Great-West Lifeco Inc.
1-Sector Outperform : $40 one-year target, based on 3.0x 3/31/08E BV and 14.1x 2008E EPS
• We are looking for $0.56 per share for Q1/F07, $0.01 per share below consensus. Our 2007 EPS estimate is $2.46, $0.05 ahead of consensus.
• Likely no update on Putnam financing - we have to believe the longer we wait the more likely the deal could be financed without issuing common equity.
• YOY strength of the Pound and the Euro versus the C$ could push EPS above consensus.
• Recently completed tuck-in acquisitions in the United States should start to bear fruit.
Industrial-Alliance Insurance and Financial Services Inc.
3-Sector Underperform : $38 one-year target, based on 1.7x 3/31/08E BV and 12.5x 2008E EPS
• We are looking for $0.70 per share in Q1/F07, $0.01 below consensus. We peg organic growth excluding tax gains at about 9% for the quarter. Our 2007 EPS estimate of $2.91 is $0.04 below consensus.
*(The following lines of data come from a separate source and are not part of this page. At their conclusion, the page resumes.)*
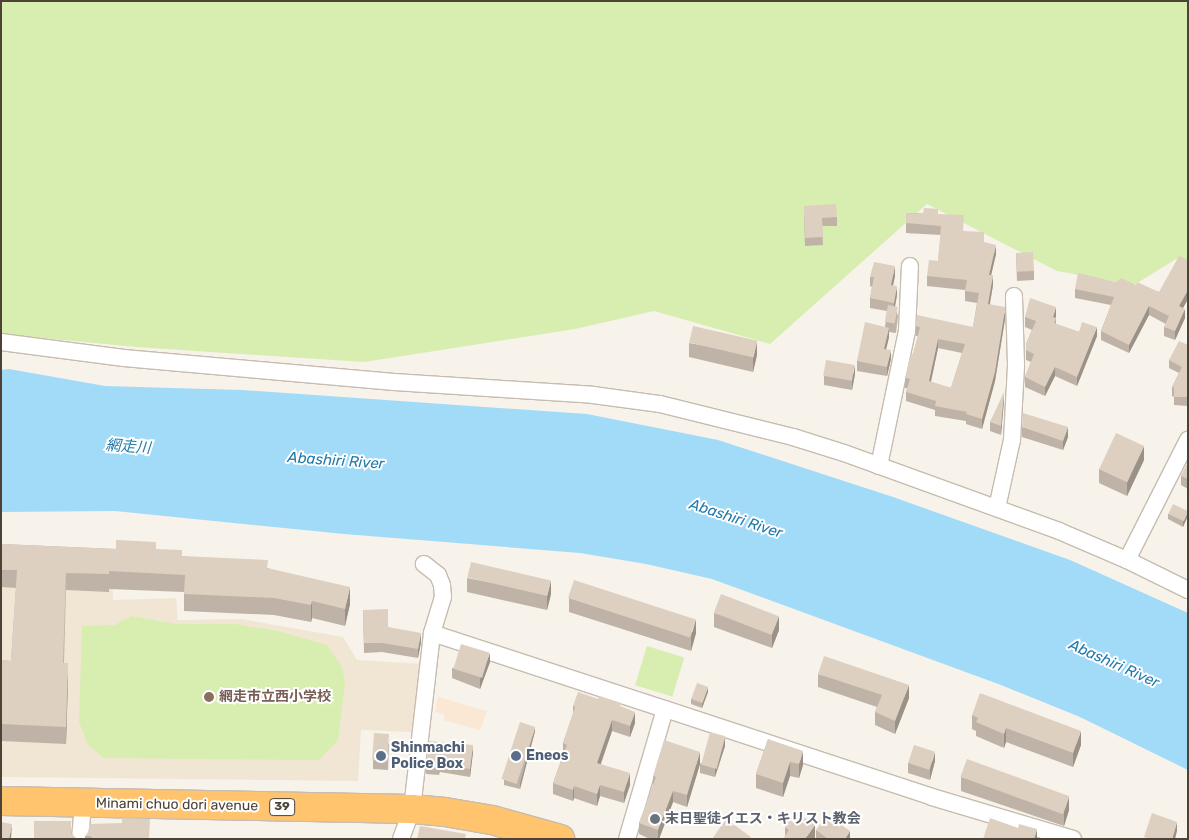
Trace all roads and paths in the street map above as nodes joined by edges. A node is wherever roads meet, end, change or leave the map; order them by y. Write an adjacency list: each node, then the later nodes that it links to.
1 (910, 266): 5 (street)
2 (1014, 296): 6 (street)
3 (1, 342): 5 (street)
4 (1188, 440): 7 (street)
5 (879, 466): 6 (street)
6 (997, 508): 7 (street)
7 (1127, 560): 9 (street)
8 (424, 564): 10 (street)
9 (1188, 590)
10 (432, 632): 11 (street); 14 (street)
11 (665, 709): 18 (street); 19 (street)
12 (1, 801): 13 (highway, Minami chuo dori avenue / 39)
13 (84, 803): 14 (highway, Minami chuo dori avenue / 39); 15 (street)
14 (412, 809): 16 (street); 17 (highway, Minami chuo dori avenue / 39)
15 (80, 839)
16 (401, 839)
17 (560, 839)
18 (627, 839)
19 (1073, 839)

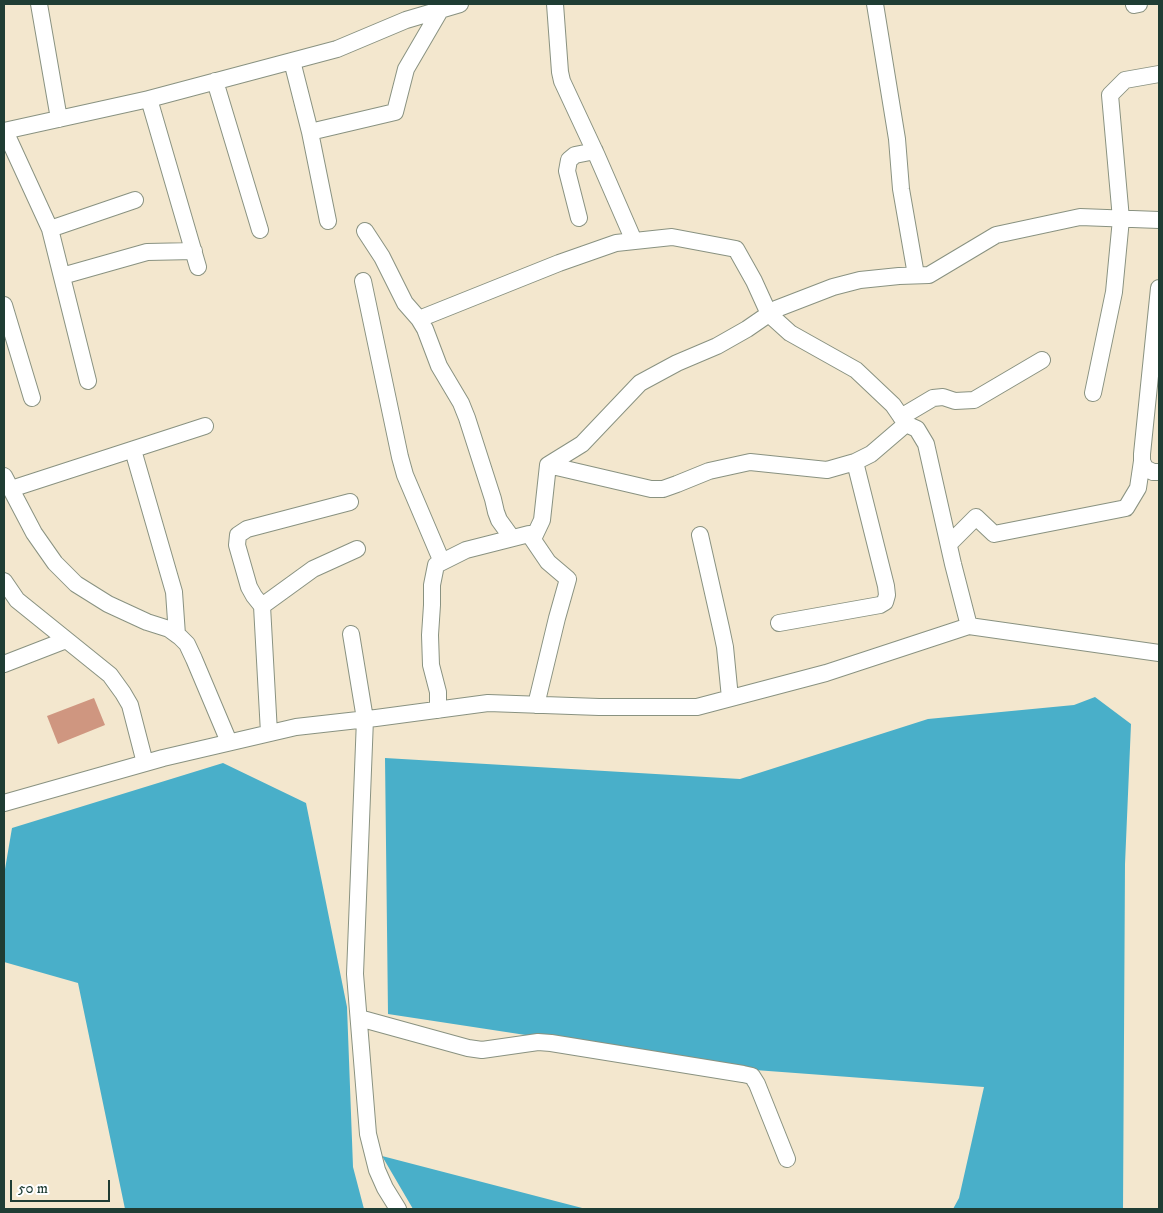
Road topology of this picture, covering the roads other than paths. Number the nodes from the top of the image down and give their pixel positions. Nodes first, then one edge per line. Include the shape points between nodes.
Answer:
1 (39, 4) edge
2 (460, 4) edge
3 (555, 4) edge
4 (875, 4) edge
5 (440, 9) junction
6 (292, 61) junction
7 (1159, 74) edge
8 (216, 81) junction
9 (148, 99) junction
10 (59, 119) junction
11 (4, 131) edge
12 (310, 132) junction
13 (595, 151) junction
14 (135, 200) dead end
15 (579, 218) dead end
16 (1122, 219) junction
17 (1159, 220) edge
18 (328, 221) dead end
19 (50, 229) junction
20 (260, 230) dead end
21 (365, 231) dead end
22 (634, 241) junction
23 (194, 250) junction
24 (198, 267) dead end
25 (916, 275) junction
26 (62, 276) junction
27 (363, 282) dead end
28 (1159, 288) edge
29 (4, 305) edge
30 (769, 314) junction
31 (419, 319) junction
32 (1042, 360) dead end
33 (88, 381) dead end
34 (1093, 393) dead end
35 (32, 398) dead end
36 (903, 420) junction
37 (205, 426) dead end
38 (133, 450) junction
39 (855, 462) junction
40 (1142, 462) junction
41 (548, 465) junction
42 (1159, 472) edge
43 (7, 482) edge
44 (350, 502) dead end
45 (700, 535) dead end
46 (512, 538) junction
47 (533, 539) junction
48 (949, 544) junction
49 (357, 549) dead end
50 (442, 562) junction
51 (4, 581) edge
52 (262, 606) junction
53 (779, 623) dead end
54 (969, 626) junction
55 (351, 634) dead end
56 (177, 635) junction
57 (66, 640) junction
58 (1159, 653) edge
59 (4, 664) edge
60 (730, 698) junction
61 (536, 705) junction
62 (438, 710) junction
63 (366, 719) junction
64 (269, 733) junction
65 (228, 742) junction
66 (146, 763) junction
67 (4, 803) edge
68 (359, 1018) junction
69 (787, 1159) dead end
70 (398, 1209) edge

1 - 10 street
2 - 5 street
3 - 13 street via 562,81
4 - 25 street via 898,139 901,189
5 - 6 street via 338,49
5 - 12 street via 406,69 395,112
6 - 8 street
6 - 12 street
7 - 16 street via 1126,80 1110,95
8 - 9 street
8 - 20 street
9 - 10 street
9 - 23 street
10 - 11 street
11 - 19 street
12 - 18 street
13 - 15 street via 575,155 569,160 568,170
13 - 22 street
14 - 19 street
16 - 17 street
16 - 25 street via 1080,217 996,235 929,275
16 - 34 street via 1114,292
19 - 26 street
21 - 31 street via 405,303
22 - 30 street via 672,237 736,250
22 - 31 street via 616,243 559,263
23 - 24 street
23 - 26 street via 146,252
25 - 30 street via 860,280 833,287
26 - 33 street
27 - 50 street via 405,475
28 - 40 street
29 - 35 street
30 - 36 street via 790,333 856,370 893,405
30 - 41 street via 717,346 640,383 582,444
31 - 46 street via 439,366 467,418 499,520
32 - 36 street via 974,400 933,398
36 - 39 street via 871,454
36 - 48 street via 918,429 926,444
37 - 38 street
38 - 43 street
38 - 56 street via 174,592
39 - 41 street via 828,470 750,462 709,471 663,489
39 - 53 street via 886,586 885,602
40 - 42 street via 1145,468
40 - 48 street via 1138,488 1126,508 994,534 976,517
41 - 47 street via 542,520
43 - 56 street via 34,533 55,563 76,584 108,604 169,628
44 - 52 street via 247,529 238,535 237,545 249,587
45 - 60 street via 725,647
46 - 47 street via 529,534
46 - 50 street via 466,550
47 - 61 street via 548,562 568,579
48 - 54 street
49 - 52 street via 313,569
50 - 62 street via 436,565 432,584 430,635
51 - 57 street via 17,600
52 - 64 street
54 - 58 street
54 - 60 street via 826,673
55 - 63 street
56 - 65 street via 194,659
57 - 59 street
57 - 66 street via 110,675 123,693 130,705
60 - 61 street via 696,707
61 - 62 street via 488,703
62 - 63 street
63 - 64 street
63 - 68 street via 355,974
64 - 65 street
65 - 66 street
66 - 67 street
68 - 69 street via 468,1048 482,1050 551,1043 752,1076
68 - 70 street via 368,1134 384,1188

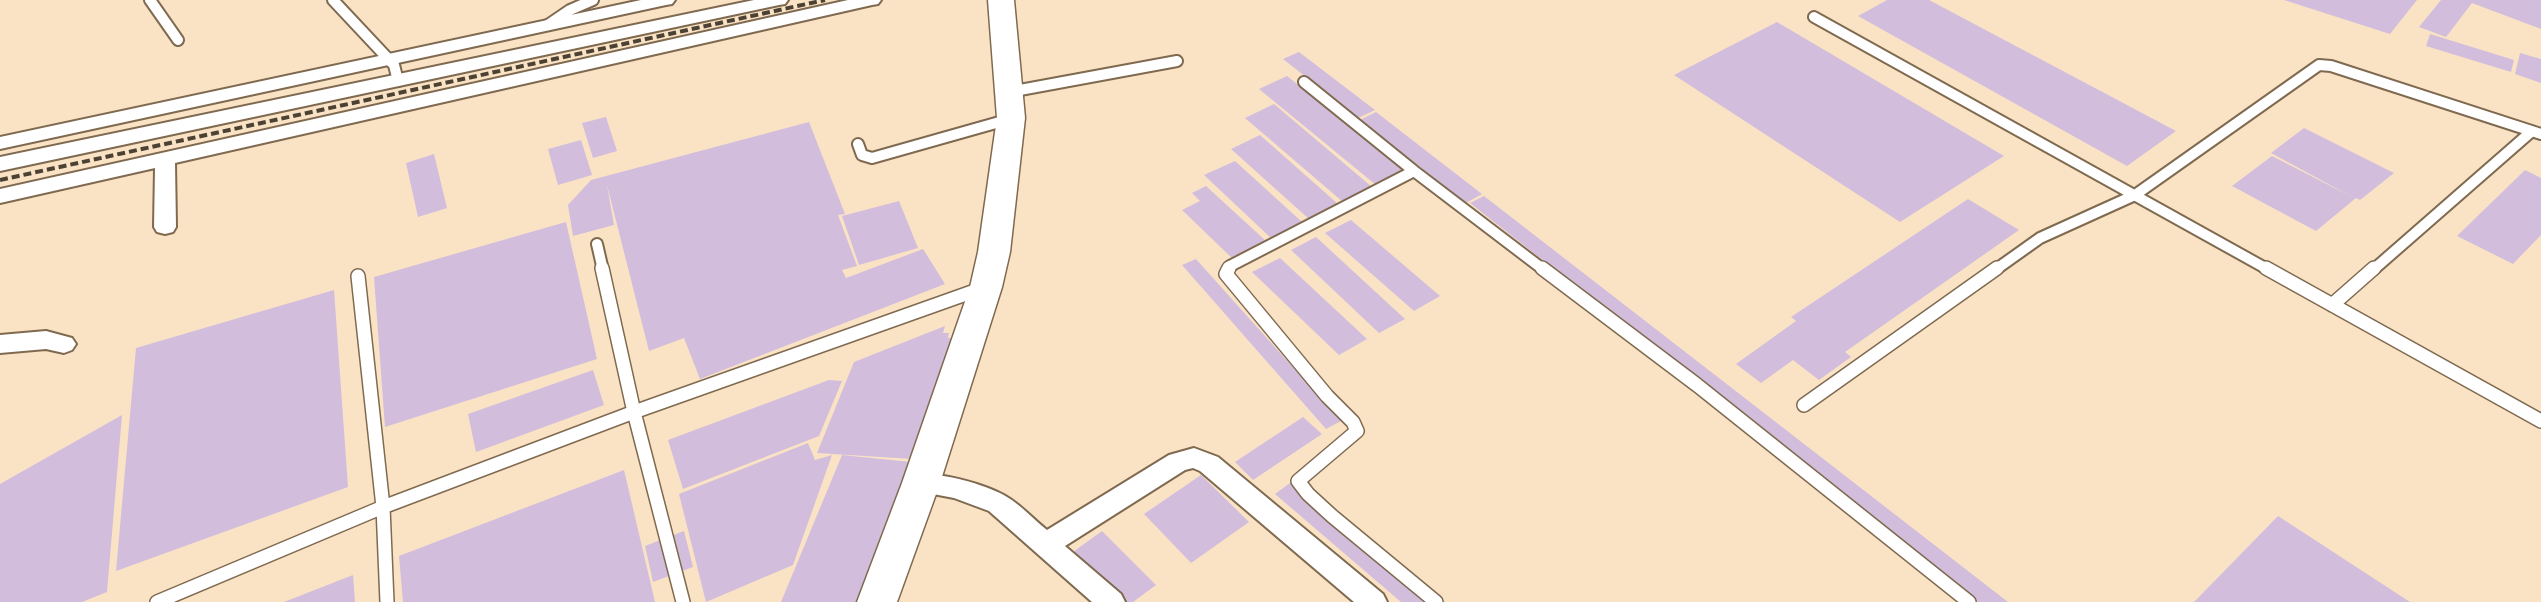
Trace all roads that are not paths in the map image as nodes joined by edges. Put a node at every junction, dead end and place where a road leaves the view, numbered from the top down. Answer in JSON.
{"nodes":[{"id":1,"x":150,"y":0,"type":"edge"},
{"id":2,"x":333,"y":0,"type":"edge"},
{"id":3,"x":592,"y":0,"type":"edge"},
{"id":4,"x":666,"y":0,"type":"edge"},
{"id":5,"x":778,"y":0,"type":"edge"},
{"id":6,"x":872,"y":0,"type":"edge"},
{"id":7,"x":1001,"y":0,"type":"edge"},
{"id":8,"x":1814,"y":17,"type":"dead end"},
{"id":9,"x":547,"y":26,"type":"junction"},
{"id":10,"x":178,"y":40,"type":"dead end"},
{"id":11,"x":1177,"y":61,"type":"dead end"},
{"id":12,"x":395,"y":70,"type":"junction"},
{"id":13,"x":1304,"y":82,"type":"dead end"},
{"id":14,"x":1010,"y":105,"type":"junction"},
{"id":15,"x":2537,"y":132,"type":"edge"},
{"id":16,"x":0,"y":143,"type":"edge"},
{"id":17,"x":858,"y":144,"type":"dead end"},
{"id":18,"x":165,"y":160,"type":"junction"},
{"id":19,"x":0,"y":164,"type":"edge"},
{"id":20,"x":1414,"y":171,"type":"junction"},
{"id":21,"x":2134,"y":195,"type":"junction"},
{"id":22,"x":0,"y":196,"type":"edge"},
{"id":23,"x":165,"y":227,"type":"dead end"},
{"id":24,"x":597,"y":244,"type":"dead end"},
{"id":25,"x":358,"y":276,"type":"dead end"},
{"id":26,"x":986,"y":287,"type":"junction"},
{"id":27,"x":2332,"y":305,"type":"junction"},
{"id":28,"x":0,"y":344,"type":"edge"},
{"id":29,"x":64,"y":344,"type":"dead end"},
{"id":30,"x":1804,"y":405,"type":"dead end"},
{"id":31,"x":634,"y":412,"type":"junction"},
{"id":32,"x":2541,"y":421,"type":"edge"},
{"id":33,"x":921,"y":483,"type":"junction"},
{"id":34,"x":383,"y":507,"type":"junction"},
{"id":35,"x":1045,"y":544,"type":"junction"},
{"id":36,"x":157,"y":602,"type":"edge"},
{"id":37,"x":387,"y":602,"type":"edge"},
{"id":38,"x":683,"y":602,"type":"edge"},
{"id":39,"x":877,"y":602,"type":"edge"},
{"id":40,"x":1111,"y":602,"type":"edge"},
{"id":41,"x":1373,"y":602,"type":"edge"},
{"id":42,"x":1436,"y":602,"type":"edge"},
{"id":43,"x":1969,"y":602,"type":"edge"}],
"edges":[{"from":1,"to":10,"type":"lane"},
{"from":2,"to":12,"type":"lane"},
{"from":3,"to":9,"type":"lane"},
{"from":4,"to":9,"type":"street"},
{"from":5,"to":12,"type":"street"},
{"from":6,"to":18,"type":"street"},
{"from":7,"to":14,"type":"street"},
{"from":8,"to":21,"type":"lane"},
{"from":9,"to":12,"type":"street"},
{"from":11,"to":14,"type":"lane"},
{"from":12,"to":16,"type":"street"},
{"from":12,"to":19,"type":"street"},
{"from":13,"to":20,"type":"lane"},
{"from":14,"to":17,"type":"lane"},
{"from":14,"to":26,"type":"street"},
{"from":15,"to":21,"type":"lane"},
{"from":15,"to":27,"type":"lane"},
{"from":18,"to":22,"type":"street"},
{"from":18,"to":23,"type":"street"},
{"from":20,"to":42,"type":"lane"},
{"from":20,"to":43,"type":"lane"},
{"from":21,"to":27,"type":"lane"},
{"from":21,"to":30,"type":"lane"},
{"from":24,"to":31,"type":"lane"},
{"from":25,"to":34,"type":"lane"},
{"from":26,"to":31,"type":"lane"},
{"from":26,"to":33,"type":"street"},
{"from":27,"to":32,"type":"lane"},
{"from":28,"to":29,"type":"street"},
{"from":31,"to":34,"type":"lane"},
{"from":31,"to":38,"type":"lane"},
{"from":33,"to":35,"type":"street"},
{"from":33,"to":39,"type":"street"},
{"from":34,"to":36,"type":"lane"},
{"from":34,"to":37,"type":"lane"},
{"from":35,"to":40,"type":"street"},
{"from":35,"to":41,"type":"street"}]}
• The Clarington acquisition will continue to propel individual wealth management earnings as should what we believe to be traditionally strong RRSP results - but increasing leverage to Canadian equity markets may cause some concern going forward.
Manulife Financial Corporation
2-Sector Perform : $43 one-year target, based on 2.5x 3/31/08E BV and 13.9x 2008E EPS
• We are looking for $0.67 per share for Q1/F07, $0.01 per share below consensus. Our 2007 EPS estimate of $2.82 is $0.01 below consensus.
• We expect EPS growth to return to a 12% clip, after growing by 22% in Q4/F06 and 20% in 2006 due to the benefit of 54% earnings growth in U.S. Fixed Products (exceptional investment and credit results) and tax gains in Canada.
• After several quarters of deceleration in sales growth in the United States and Japan, will we get a significant lift in the top line? We remain cautious.
• So what are you going to do with your excess capital? Always a conference call question.
Sun Life Financial Inc.
1-Sector Outperform : $58 one-year target, based on 1.9x 3/31/08E BV and 13.0x 2008E EPS
• We are looking for $0.94 per share for Q1/F07, $0.02 below consensus. Our 2007 EPS estimate of $4.05 is in line with consensus.
• We look for 12% EPS growth, similar to the 13% we saw in the last two quarters.
• U.S. variable annuity - we expect top-line growth momentum to continue.
• We expect the company is taking steps to alleviate the AXXX individual insurance strain issue in the United States. A new funding arrangement appears to have started in Q1/F07.